Gregory (Greg) Keating and Daniel J. Green, attorneys in the Employment, Labor & Workforce Management practice, in the firm’s Boston and New York offices, respectively, were quoted in SHRM, in “New Whistle-Blowing Law Applies to Internal Complaints,” by Allen Smith.
Following is an excerpt:
The Anti-Money Laundering Act’s (AMLA’s) whistleblower protections took effect this year and apply to internal complaints as well as those who work in compliance, including auditors and attorneys. The law’s broad definitions and large remedies create challenges for employers in affected industries—challenges that should be addressed in strong whistle-blowing policies and well-documented discipline of whistleblowers who also are poor performers. …
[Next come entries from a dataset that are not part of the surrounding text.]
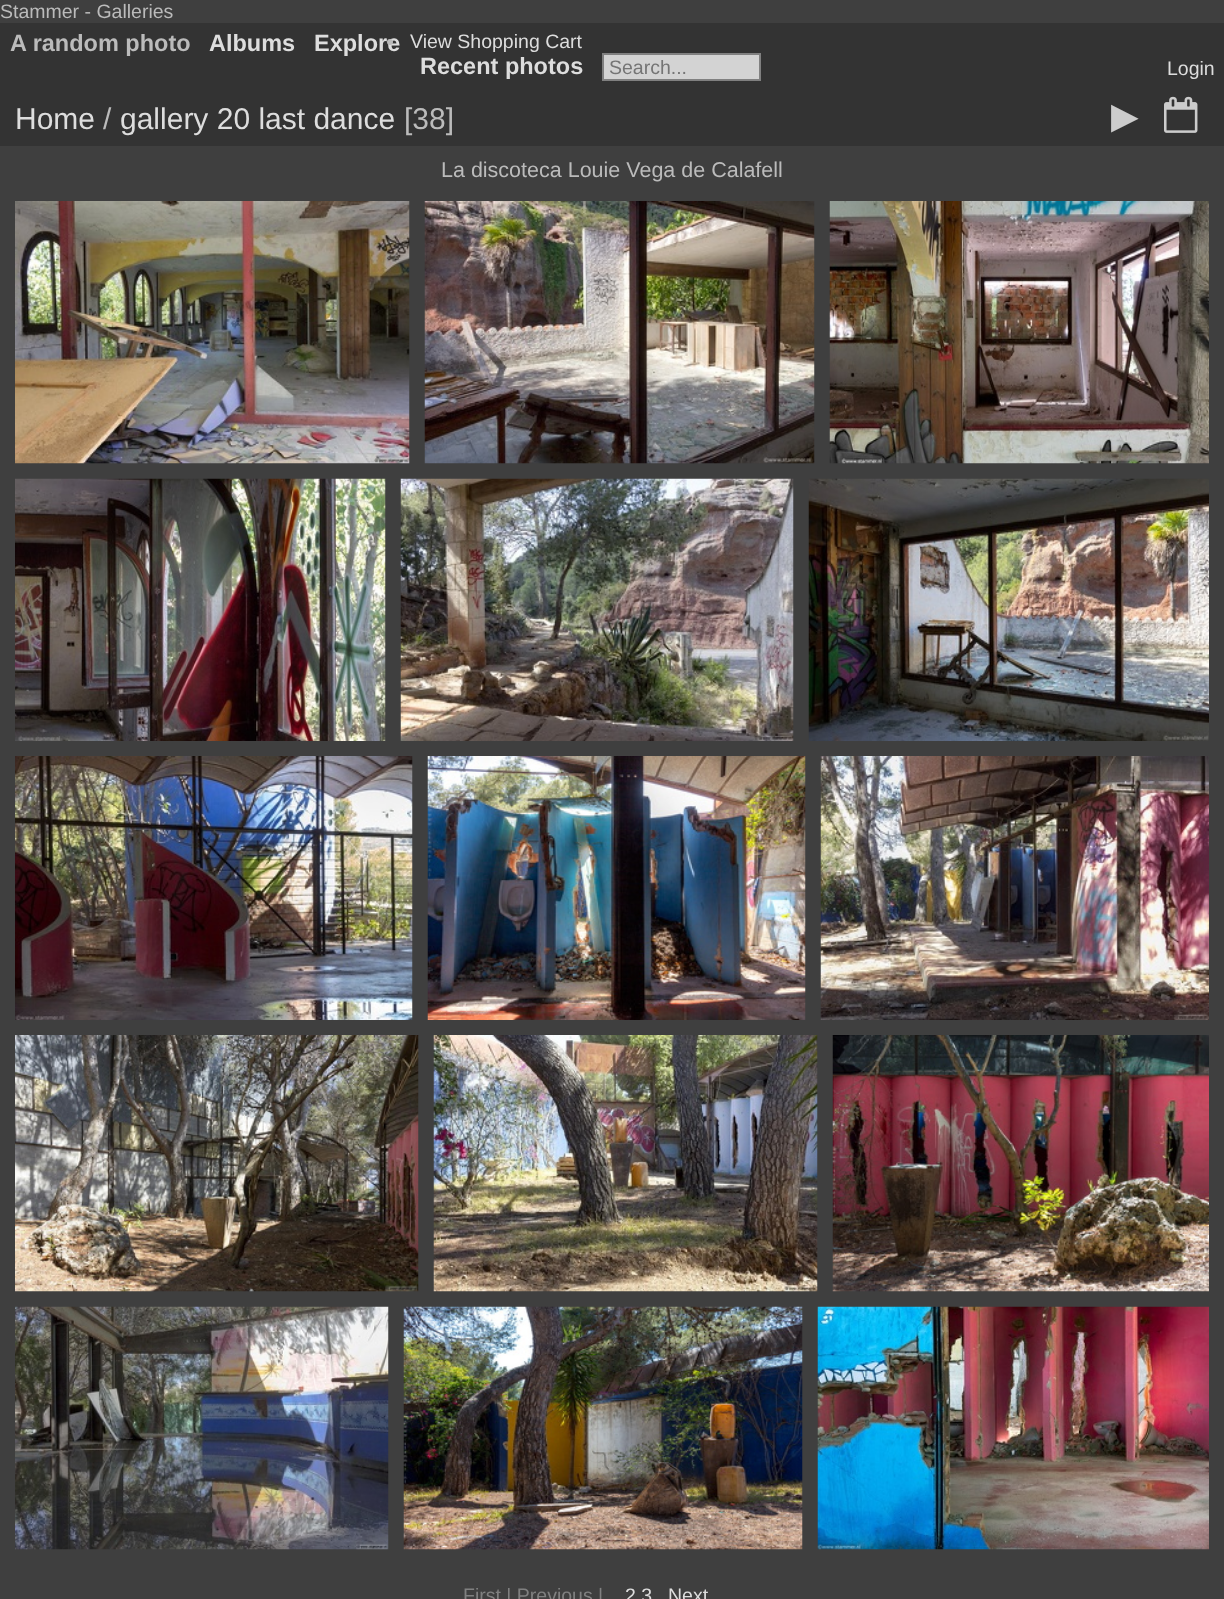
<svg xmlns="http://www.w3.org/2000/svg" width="1224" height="1599">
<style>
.a{font:19.5px Liberation Sans;fill:#bbb}
.b{font:bold 23.5px Liberation Sans;fill:#bbb}
.c{font:bold 23.5px Liberation Sans;fill:#ddd}
.d{font:19.5px Liberation Sans;fill:#ddd}
.e{font:19.5px Liberation Sans;fill:#757575}
.f{font:30px Liberation Sans;fill:#ddd}
.g{font:30px Liberation Sans;fill:#bbb}
.h{font:36px DejaVu Sans;fill:#ccc}
.i{font:21.5px Liberation Sans;fill:#bbb}
.j{font:19.5px Liberation Sans;fill:#808080}
</style>
<rect width="100%" height="100%" fill="#3f3f3f"/>
<path fill="#333" d="M0 23h1224v123H0z"/>
<path fill="#d3d3d3" stroke="#808080" stroke-width="2" d="M603 54h157v26H603z"/>
<image href="1.png" x="1164" y="96" width="34" height="37"/>
<image href="2.png" x="15" y="201" width="395" height="263"/>
<image href="3.png" x="424" y="201" width="391" height="263"/>
<image href="4.png" x="829" y="201" width="380" height="263"/>
<image href="5.png" x="15" y="478" width="371" height="263"/>
<image href="6.png" x="400" y="478" width="394" height="263"/>
<image href="7.png" x="808" y="478" width="401" height="263"/>
<image href="8.png" x="15" y="756" width="398" height="264"/>
<image href="9.png" x="427" y="756" width="379" height="264"/>
<image href="10.png" x="820" y="756" width="389" height="264"/>
<image href="11.png" x="15" y="1035" width="404" height="257"/>
<image href="12.png" x="433" y="1035" width="385" height="257"/>
<image href="13.png" x="832" y="1035" width="377" height="257"/>
<image href="14.png" x="15" y="1306" width="374" height="244"/>
<image href="15.png" x="403" y="1306" width="400" height="244"/>
<image href="16.png" x="817" y="1306" width="392" height="244"/>
<text class="a" x="0" y="18">Stammer - Galleries</text>
<text class="b" x="10" y="51">A random photo</text>
<text class="c" x="209" y="51">Albums</text>
<text class="c" x="314" y="51">Explore</text>
<circle fill="#bbb" cx="390" cy="42" r="3"/>
<text class="d" x="410" y="48">View Shopping Cart</text>
<text class="c" x="420" y="74">Recent photos</text>
<text class="e" x="609" y="74">Search...</text>
<text class="d" x="1167" y="75">Login</text>
<text class="f" x="15" y="129">Home</text>
<text class="g" x="103" y="129">/</text>
<text class="f" x="120" y="129">gallery 20 last dance</text>
<text class="g" x="404" y="129">[38]</text>
<text class="h" x="1111" y="128">▶</text>
<text class="i" x="441" y="177">La discoteca Louie Vega de Calafell</text>
<text class="j" x="463" y="1602">First | Previous |</text>
<text class="d" x="625" y="1602">2 3</text>
<text class="d" x="668" y="1602">Next</text>
</svg>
“As applied to lawyers, this change poses hard questions of legal ethics,” stated Greg Keating, an attorney with Epstein Becker Green in Boston, and Daniel Green, an attorney with Epstein Becker Green in New York City, in an e-mail. “As applied to compliance professionals, it poses moral hazards regarding whether one is investigating compliance concerns as an agent of the employer or in order to collect evidence for a whistleblower bounty.” …
Employers should expect that the AMLA “is a harbinger of more whistleblower laws at both the state and federal levels,” Keating and Green predicted.